Vignette of Marblehead

In mid-April, my brother went on a trip to tour colleges in Montreal, New York, and Boston. I joined him, and while he went on college tours, I toured the cities. In Boston, I met with a friend of my grandfather's who took me outside of Boston to a small coastal town: Marblehead.

Before this trip, I had never been to Massachusetts. Marblehead was exactly as I imagined the east coast to look like; small, locally run shops and seafood restaurants overlooking the ocean. Marblehead has a motto: “Where History Comes Alive.” Walking the streets of Marblehead, it is clear that the motto does justice to the place. Small boats and the occasional yacht are evidence of the town's roots in the fishing and yachting businesses.


Chocolates piled up on display

Chocolates piled up on display

I went with my mom, who was chasing an interest stemming from her own early history. When she was little, her parents had a friend who would often send them chocolates from a store in Marblehead. As she recalls, they are the best chocolates in the world, so she set out on a pilgrimage of sorts to find the store and my sister and I followed along. We found the chocolate mecca, Stowaway Sweets, and left laden with treat bags.


Clams from The Barnacle

Clams from The Barnacle

As well as Stowaway Sweets, we went to a fish shack called “The Barnacle,” and it was there that I tried clams for the first time.

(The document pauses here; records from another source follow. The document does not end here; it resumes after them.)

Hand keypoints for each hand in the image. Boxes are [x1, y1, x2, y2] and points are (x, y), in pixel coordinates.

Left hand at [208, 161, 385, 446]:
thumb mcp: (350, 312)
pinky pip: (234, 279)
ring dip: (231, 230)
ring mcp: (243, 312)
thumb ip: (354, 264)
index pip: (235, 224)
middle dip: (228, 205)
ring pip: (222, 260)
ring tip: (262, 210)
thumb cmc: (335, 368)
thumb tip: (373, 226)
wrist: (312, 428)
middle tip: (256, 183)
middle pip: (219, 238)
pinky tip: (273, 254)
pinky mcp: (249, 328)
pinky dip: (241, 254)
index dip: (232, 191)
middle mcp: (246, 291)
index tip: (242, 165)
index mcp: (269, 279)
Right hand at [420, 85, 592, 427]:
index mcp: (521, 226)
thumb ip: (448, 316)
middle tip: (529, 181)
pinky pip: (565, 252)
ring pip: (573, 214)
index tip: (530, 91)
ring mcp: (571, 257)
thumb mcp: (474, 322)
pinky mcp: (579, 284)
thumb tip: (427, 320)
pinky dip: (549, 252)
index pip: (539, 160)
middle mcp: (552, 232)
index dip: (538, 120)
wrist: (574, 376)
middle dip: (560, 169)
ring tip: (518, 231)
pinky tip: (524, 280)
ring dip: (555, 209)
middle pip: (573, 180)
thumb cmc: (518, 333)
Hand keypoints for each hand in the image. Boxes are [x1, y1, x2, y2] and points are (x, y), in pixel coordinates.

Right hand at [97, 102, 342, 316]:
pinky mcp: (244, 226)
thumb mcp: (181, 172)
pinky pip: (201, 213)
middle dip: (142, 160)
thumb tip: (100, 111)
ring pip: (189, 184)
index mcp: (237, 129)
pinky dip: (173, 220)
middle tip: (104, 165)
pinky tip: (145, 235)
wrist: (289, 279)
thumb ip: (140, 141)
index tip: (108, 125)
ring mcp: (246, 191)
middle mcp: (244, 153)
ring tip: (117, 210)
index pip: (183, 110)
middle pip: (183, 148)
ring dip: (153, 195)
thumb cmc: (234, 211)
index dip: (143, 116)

The Barnacle is a great little restaurant. It is built directly into the rocks above the ocean on the harbor, and once inside the restaurant you have a view of the crashing waves from just about everywhere, including from the bathroom window. The cozy interior is filled with locals, and posted on the walls are paintings of seascapes and a copy of the menu from the early 1900s offering lobster for less than a dollar. We had the clams, both steamed and fried, and they were delicious.